= Activity =
Gather, from the listing beneath this task, every line holding the string "halo".

= Given entries =

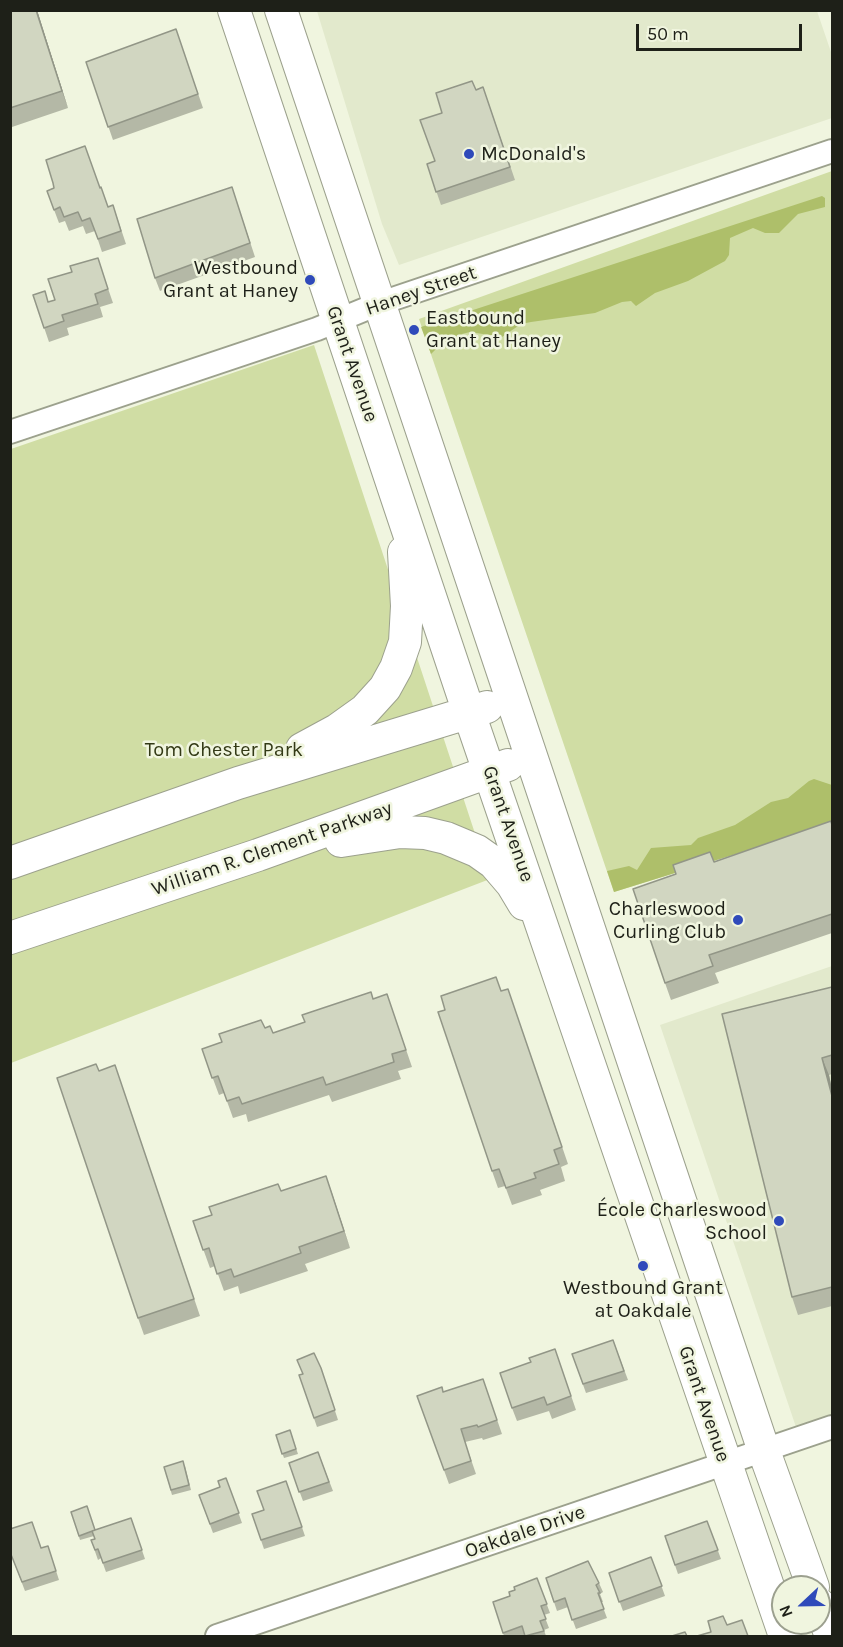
<!DOCTYPE html>
<meta charset="utf-8">
<style>
body{margin:0}
#map{position:relative;width:843px;height:1647px;overflow:hidden;background:#f0f5df;font-family:Karla,sans-serif}
canvas{display:block}
.frame{position:absolute;inset:0;border:12px solid #1e2018;pointer-events:none}
.north{position:absolute;left:771px;top:1575px;width:60px;height:60px;box-sizing:border-box;background:#f0f5df;border:2px solid #9ca08f;border-radius:50%;rotate:248deg;font-size:16px;font-weight:700;line-height:24px;text-align:center;color:#1e2018}
.north::after{content:'';display:block;margin:auto;width:21px;height:27px;background:#2f4aba;clip-path:polygon(50% 0,100% 100%,50% 72%,0 100%)}
.scale{position:absolute;left:636px;top:24px;width:166px;height:27px;box-sizing:border-box;border:3px solid #1e2018;border-top:0;padding-left:8px;font-size:18px;line-height:21px;white-space:nowrap;color:#1e2018;-webkit-text-stroke:4px #f0f5df;paint-order:stroke}
</style>
<div id="map">
<canvas width="843" height="1647"></canvas>
<div class="frame"></div>
<div class="north">N</div>
<div class="scale">50 m</div>
</div>
<script>
const ctx = document.querySelector('canvas').getContext('2d');
ctx.lineJoin = 'round';
function paint(path, color) { ctx.fillStyle = color; ctx.fill(path, 'evenodd'); }
const poly = rows => new Path2D(rows.map(r => 'M' + r).join(''));
function trace(path, color, width, dash) { ctx.strokeStyle = color; ctx.lineWidth = width; ctx.lineCap = dash ? 'butt' : 'round'; ctx.setLineDash(dash || []); ctx.stroke(path); }
function write(font, color, halo, rows, align = 'center') {
  ctx.font = font + ' Karla,sans-serif'; ctx.lineWidth = 5; ctx.setLineDash([]); ctx.textBaseline = 'middle'; ctx.strokeStyle = halo; ctx.fillStyle = color; for (const [text, x, y, turn = 0] of rows) {
    ctx.save(); ctx.translate(x, y); ctx.rotate((+turn || 0) * Math.PI / 180); ctx.textAlign = isNaN(turn) ? turn : align; if (halo) ctx.strokeText(text, 0, 0); ctx.fillText(text, 0, 0); ctx.restore();
  }
}
paint(poly([
 [317,11,817,11,832,55,832,118,399,265,382,224],
 [832,966,832,1417,797,1430,660,1025]
]), '#e2e9cc');
paint(poly([
 [832,171,832,824,614,892,419,319],
 [314,345,490,879,11,1063,11,449]
]), '#d0dda4');
paint(poly([
 [822,196,825,198,825,207,798,214,779,233,765,233,753,228,730,238,729,255,725,261,688,281,655,293,636,306,631,301,622,302,595,313,531,322,521,324,502,337,470,332,462,334,452,342,437,348,431,354,421,327],
 [814,779,832,785,832,824,614,892,607,871,629,866,637,870,651,848,691,845,698,838,735,825,771,802,788,798,809,781]
]), '#aebf6a');
const minor = poly([
 [10,432,317,329,378,304,832,151],
 [217,1636,832,1427]
]);
const secondary = poly([
 [234,10,469,713,785,1636],
 [281,10,764,1451,813,1587],
 [302,749,337,730,365,710,385,688,396,668,405,642,407,606,404,552],
 [341,841,400,832,425,833,446,838,477,851,494,863,512,884,524,904],
 [10,863,238,783,487,707],
 [10,938,258,855,508,765],
 [819,1604,831,1636]
]);
trace(minor, '#9ca18d', 26);
trace(secondary, '#9ca18d', 34);
trace(minor, '#fff', 22);
trace(secondary, '#fff', 32);
paint(poly([
 [10,10,37,10,68,108,12,127,10,124],
 [176,29,203,108,113,140,86,62],
 [483,87,515,180,441,205,427,164,435,161,476,90],
 [232,187,255,257,160,291,155,278],
 [100,188,108,207,113,205,126,244,102,252,95,231,86,234,83,226,69,231,65,221,59,223,47,191],
 [102,271,113,303,100,307,103,317,67,328,69,335,49,342,33,295,49,302,55,300],
 [832,825,832,933,715,973,719,983,671,1000,665,983,676,874],
 [832,987,832,1074,829,1075,832,1089,832,1306,798,1315,792,1297,722,1014],
 [508,989,568,1164,561,1167,565,1181,540,1190,542,1195,512,1205,505,1186,498,1188,492,1171,501,991],
 [387,994,412,1067,398,1071,401,1079,332,1102,329,1095,248,1122,246,1114,233,1118,224,1093,219,1095,202,1049,265,1028,273,1033],
 [115,1065,200,1316,144,1335,138,1318,99,1071],
 [326,1176,350,1248,305,1264,308,1271,240,1294,238,1286,224,1291,215,1266,210,1268,193,1221],
 [613,1340,628,1380,586,1393,572,1354],
 [555,1349,576,1410,552,1419,549,1411,517,1421,512,1408,531,1362],
 [321,1368,338,1420,317,1427,299,1375],
 [483,1379,502,1434,483,1440,482,1438,465,1442,476,1474,449,1484,417,1396,443,1392],
 [290,1430,298,1454,284,1458,276,1435],
 [318,1452,333,1491,303,1501,289,1463],
 [185,1466,191,1490,172,1495,164,1467],
 [226,1478,242,1523,213,1533,199,1495,220,1487],
 [286,1481,305,1536,264,1549,252,1514,264,1510],
 [71,1512,95,1531,131,1518,145,1559,106,1572,101,1558,98,1560,91,1540,95,1539,94,1536,80,1540],
 [707,1521,721,1559,678,1574,665,1536],
 [48,1546,59,1580,25,1591,10,1552,41,1548],
 [651,1557,665,1596,623,1611,609,1573],
 [537,1578,550,1613,544,1615,549,1628,544,1630,546,1636,525,1636,525,1635,521,1636,504,1636,493,1602,510,1596,515,1590],
 [546,1578,599,1583,603,1592,600,1594,603,1602,601,1602,607,1618,576,1629,568,1607,557,1611]
]), '#b4b8a6');
paint(poly([
 [36,10,37,10,68,108,62,91],
 [822,1058,829,1075,832,1089,832,1096],
 [326,1176,332,1193,350,1248,344,1231]
]), '#929687');
const building = poly([
 [10,10,36,10,62,91,10,108,10,10],
 [176,29,198,94,108,127,86,62,176,29],
 [472,81,476,90,483,87,510,167,436,192,427,164,435,161,420,120,442,113,436,93,472,81],
 [85,146,100,188,101,187,108,207,113,205,121,231,98,239,90,218,82,221,78,212,64,217,60,207,54,210,47,191,54,188,53,183,46,160,85,146],
 [232,187,250,243,155,278,137,219,232,187],
 [98,258,108,289,95,294,98,304,62,315,64,321,44,328,33,295,45,291,48,302,55,300,48,279,72,272,70,266,98,258],
 [831,821,832,825,832,914,709,955,713,966,665,983,633,889,676,874,673,865,710,852,714,862,831,821],
 [496,977,501,991,508,989,562,1147,554,1150,559,1164,534,1173,536,1178,506,1188,499,1169,492,1171,438,1012,445,1010,441,996,496,977],
 [832,987,832,1055,822,1058,832,1096,832,1287,792,1297,722,1014,832,987],
 [371,992,373,999,387,994,406,1050,392,1054,394,1062,326,1085,323,1077,242,1104,239,1097,227,1101,218,1076,212,1078,202,1049,222,1042,219,1034,261,1020,265,1028,270,1026,273,1033,305,1022,302,1015,371,992],
 [96,1064,99,1071,115,1065,194,1299,138,1318,57,1078,96,1064],
 [326,1176,344,1231,299,1247,301,1253,234,1277,231,1269,217,1274,209,1248,203,1250,193,1221,212,1215,209,1207,278,1184,281,1191,326,1176],
 [613,1340,624,1371,583,1384,572,1354,613,1340],
 [555,1349,571,1396,547,1405,544,1397,512,1408,500,1373,531,1362,529,1358,555,1349],
 [314,1353,321,1368,335,1410,314,1418,299,1375,303,1374,297,1360,314,1353],
 [483,1379,497,1420,478,1427,477,1425,461,1429,471,1461,444,1470,417,1396,442,1387,443,1392,483,1379],
 [290,1430,296,1449,282,1454,276,1435,290,1430],
 [318,1452,329,1482,299,1492,289,1463,318,1452],
 [183,1461,189,1485,171,1490,164,1467,183,1461],
 [226,1478,239,1513,210,1524,199,1495,220,1487,218,1481,226,1478],
 [286,1481,302,1527,261,1540,252,1514,264,1510,257,1491,286,1481],
 [87,1506,95,1530,79,1536,71,1512,87,1506],
 [131,1518,142,1550,103,1563,98,1549,95,1550,91,1540,95,1539,92,1531,131,1518],
 [707,1521,718,1550,675,1565,665,1536,707,1521],
 [32,1522,41,1548,48,1546,56,1571,22,1582,10,1552,10,1529,32,1522],
 [651,1557,662,1586,619,1602,609,1573,651,1557],
 [588,1561,599,1583,596,1585,600,1593,598,1593,604,1609,572,1620,565,1598,554,1602,546,1578,588,1561],
 [537,1578,547,1604,541,1606,546,1619,540,1621,544,1631,525,1636,522,1626,503,1633,493,1602,510,1596,509,1592,515,1590,514,1587,537,1578],
 [723,1616,727,1625,742,1620,748,1636,697,1636,711,1632,708,1621,723,1616],
 [685,1632,687,1636,672,1636,685,1632]
]);
paint(building, '#d1d6c1');
trace(building, '#929687', 1.5);
for (const [x, y, r, color] of [
 [469,154,6,"#2f4aba"],
 [310,280,6,"#2f4aba"],
 [414,330,6,"#2f4aba"],
 [738,920,6,"#2f4aba"],
 [779,1221,6,"#2f4aba"],
 [643,1266,6,"#2f4aba"]
]) { const dot = new Path2D(); dot.arc(x, y, r, 0, 2 * Math.PI); ctx.fillStyle = color; ctx.fill(dot); trace(dot, '#f0f5df', 2); }
write('20px', '#1e2018', '#f0f5df', [
 ["McDonald's",481,154,"left"],
 ["Westbound",298,268],
 ["Grant at Haney",298,291],
 ["Eastbound",426,318,"left"],
 ["Grant at Haney",426,341,"left"],
 ["Charleswood",726,909],
 ["Curling Club",726,932],
 ["École Charleswood",767,1210],
 ["School",767,1233],
 ["Westbound Grant",643,1288,"center"],
 ["at Oakdale",643,1311,"center"]
], 'right');
write('20px', '#1e2018', '#f0f5df', [
 ["Haney Street",421,291,-19],
 ["Grant Avenue",352,364,71],
 ["Grant Avenue",508,824,71],
 ["William R. Clement Parkway",272,849,-19],
 ["Grant Avenue",704,1404,71],
 ["Oakdale Drive",525,1532,-19]
]);
write('20px', '#333a16', '#f0f5df', [
 ["Tom Chester Park",224,750]
]);
</script>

= Written solution =
function write(font, color, halo, rows, align = 'center') {
  ctx.font = font + ' Karla,sans-serif'; ctx.lineWidth = 5; ctx.setLineDash([]); ctx.textBaseline = 'middle'; ctx.strokeStyle = halo; ctx.fillStyle = color; for (const [text, x, y, turn = 0] of rows) {
    ctx.save(); ctx.translate(x, y); ctx.rotate((+turn || 0) * Math.PI / 180); ctx.textAlign = isNaN(turn) ? turn : align; if (halo) ctx.strokeText(text, 0, 0); ctx.fillText(text, 0, 0); ctx.restore();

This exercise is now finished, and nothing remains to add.